Harry Potter, The Elephant, The FBI and The Data Warehouse
In the ancient Indian parable of the elephant, six blind men touch an elephant and report six very different views of the same animal. Compare this scenario to a data warehouse that is getting data from six different sources. “Harry Potter and the Sorcerer’s Stone” as a field in a database can be written as “HP and the Sorcerer’s Stone” or as “Harry Potter I” or simply – “Sorcerer’s Stone”. In the data warehouse these are four separate movie titles. For a Harry Potter fan, they are the same movie. Now increase the number of movies to cover the entire Harry Potter series and further include fifty languages. You now have a set of titles which may perplex even a real Harry Potter aficionado.
What does this have to do with data analytics?
In our conversations with Information Management professionals, one common stumbling block to effective data analytics stands out – data quality. The root cause of this problem is that the same data field is described in different ways by different data sources. When we start collecting data from different data sources into a data warehouse, we often get multiple names for the same data field. In a typical Enterprise Data Warehouse (EDW) it is not uncommon to find the same customer referred by five different names within the system. This introduces significant errors in data analytics and the business decisions that are dependent on them. Enterprises that spend large amounts of money to create a business analytics solution are often tripped up by the lack of data quality which undermines the investment in a business intelligence infrastructure.

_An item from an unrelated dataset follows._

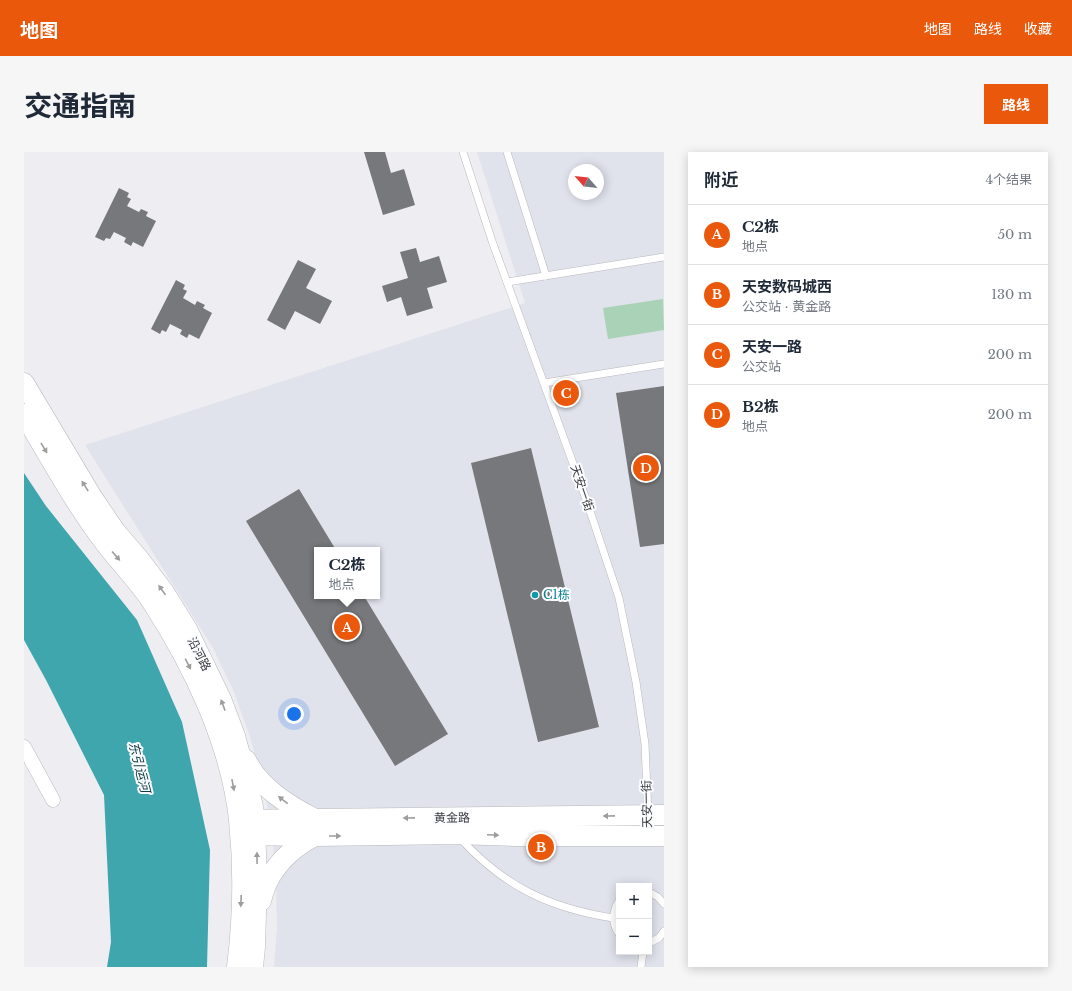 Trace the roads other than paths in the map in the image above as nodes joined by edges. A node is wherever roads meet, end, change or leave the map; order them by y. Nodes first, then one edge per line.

Data mapping, in simple terms means the mapping data from different sources into a single format. Some of us would have experienced the challenge in trying to map our address books from our smartphones into mailing lists. After a few synch-ups, it is not uncommon to have multiple listings for the same person. In a business context, where the size of data is much larger with multiple sources of information being used by business-critical applications, the problem becomes much more complex. This often cited by our clients as the single largest contributor to the overall time and cost for running a business analytics operation. A common solution for this problem is to use Subject Matter Experts (SMEs) who manually map the data before loading it into a data warehouse. Needless to say these are expensive resources and this is not the best solution.

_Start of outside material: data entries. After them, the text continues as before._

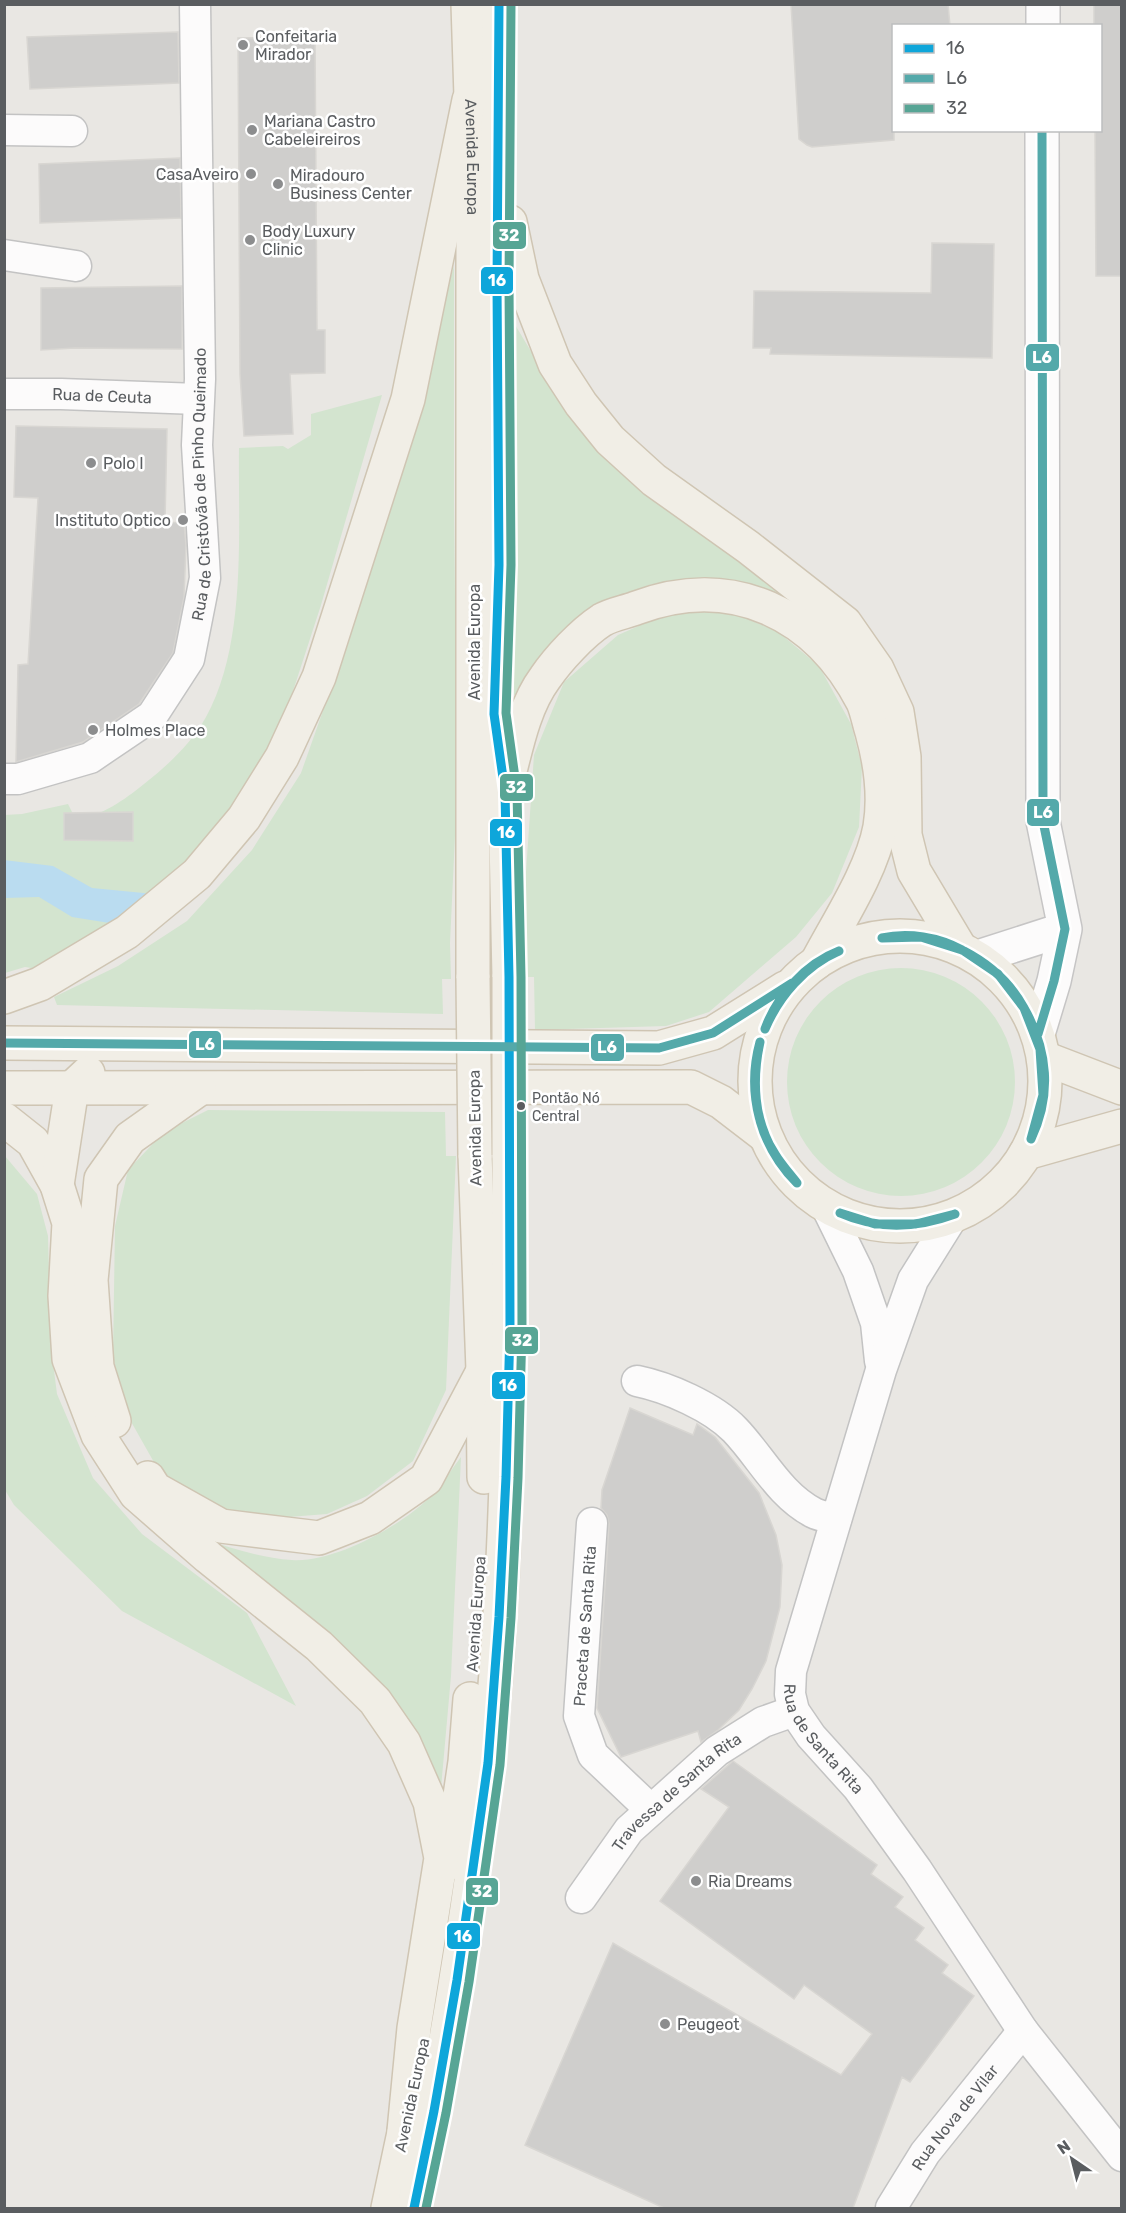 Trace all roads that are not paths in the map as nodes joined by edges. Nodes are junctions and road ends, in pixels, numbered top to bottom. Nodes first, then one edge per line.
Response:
1 (195, 4) edge
2 (468, 4) edge
3 (499, 4) edge
4 (1043, 4) edge
5 (1043, 24) edge
6 (469, 100) junction
7 (4, 130) edge
8 (72, 131) dead end
9 (1042, 132) edge
10 (498, 164) junction
11 (4, 255) edge
12 (76, 266) dead end
13 (4, 394) edge
14 (198, 399) junction
15 (4, 779) edge
16 (506, 792) junction
17 (1065, 929) junction
18 (969, 953) junction
19 (817, 962) junction
20 (792, 983) junction
21 (4, 997) edge
22 (4, 1042) edge
23 (165, 1044) junction
24 (1041, 1046) junction
25 (4, 1088) edge
26 (72, 1088) junction
27 (1122, 1088) edge
28 (199, 1089) junction
29 (4, 1119) edge
30 (1122, 1126) edge
31 (764, 1135) junction
32 (1026, 1153) junction
33 (57, 1185) junction
34 (827, 1208) junction
35 (954, 1216) junction
36 (483, 1370) junction
37 (881, 1370) junction
38 (637, 1381) dead end
39 (836, 1519) junction
40 (592, 1523) dead end
41 (794, 1712) junction
42 (651, 1810) junction
43 (581, 1898) dead end
44 (1023, 2031) junction
45 (404, 2131) junction
46 (1122, 2156) edge
47 (388, 2208) edge
48 (414, 2208) edge
49 (891, 2208) edge

1 - 14 street, Rua de Cristóvão de Pinho Queimado
2 - 6 main road, Avenida Europa
3 - 10 main road, Avenida Europa
4 - 5 street
6 - 21 main road
6 - 36 main road, Avenida Europa, bridge
7 - 8 street
9 - 17 street
10 - 16 main road, Avenida Europa
10 - 18 main road
11 - 12 street
13 - 14 street, Rua de Ceuta
14 - 15 street, Rua de Cristóvão de Pinho Queimado
16 - 19 main road
16 - 48 main road, Avenida Europa, bridge
17 - 18 street
17 - 24 street
18 - 19 main road
18 - 24 main road
19 - 20 main road
20 - 23 main road
20 - 31 main road
22 - 23 main road
23 - 26 main road
24 - 27 main road
24 - 32 main road
25 - 26 main road
26 - 28 main road
26 - 33 main road
28 - 31 main road
28 - 36 main road
29 - 33 main road
30 - 32 main road
31 - 34 main road
32 - 35 main road
33 - 45 main road
34 - 35 main road
34 - 37 street, Rua de Santa Rita
35 - 37 street, Rua de Santa Rita
36 - 45 main road, Avenida Europa
37 - 39 street, Rua de Santa Rita
38 - 39 street
39 - 41 street, Rua de Santa Rita
40 - 42 street, Praceta de Santa Rita
41 - 42 street, Travessa de Santa Rita
41 - 44 street, Rua de Santa Rita
42 - 43 street, Travessa de Santa Rita
44 - 46 street, Rua de Santa Rita
44 - 49 street, Rua Nova de Vilar
45 - 47 main road, Avenida Europa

There are several approaches to solving this problem. The most common approach is to manually create a map between two data sets. ETL (Extract Transform Load) tools offer graphical tools to enable this map and automate the process. This method is a good solution for static data which undergoes minor changes over time. It has limited applicability when the volume of data is very large and the data sets as well as data sources keep changing. The release of Harry Potter 8 in 50 languages can bring this process down. Another approach to data mapping is based on statistical analysis and heuristics and called data-driven mapping. This follows a process of establishing a pattern of transformation between two data sets. This is typically a self-learning system whose performance improves with time as these patterns are validated. Solutions such as Sypherlink Harvester incorporate this approach to create an automated data mapping process for large enterprises.
In 2005 the U .S. Department of Justice (DOJ) and the U.S. Department of Homeland Security (DHS) partnered to launch the National Information Exchange Model (NIEM) initiative to provide seamless information exchange. This was deployed by law enforcement organizations in state and local governments in Georgia to track criminals by mapping their data profiles across multiple databases. The National Data Exchange (N-DEx)deployed by the FBI is based on NIEM and “connects the dots” between unrelated data on criminals’ and their attributes such as locations, vehicles and case reports. This has led to successful apprehension of criminals which would otherwise not be possible. In 2010 the Department of Health and Human Services (HHS) joined the National Information Exchange Model which has a much bigger problem of mapping data from the health records of 300M Americans. Data standards will be a fundamental requirement to solve this problem.
At the center of these applications of data mapping is the data warehouse that synthesizes the data into usable taxonomies. Sypherlink, reports that 80% of data integration is data discovery and mapping. They further state that accurate, consistent information usually exists in multiple, disparate data sources on a wide variety of platforms. A well-implemented data mapping solution can make the difference between success and failure of an enterprise. Scenarios ranging from business analytics of movie titles to apprehending criminals to managing electronic medical records create significant economic imperatives to invest in the time and expense required to integrate data. We expect a greater investment in data integration technologies over the next decade.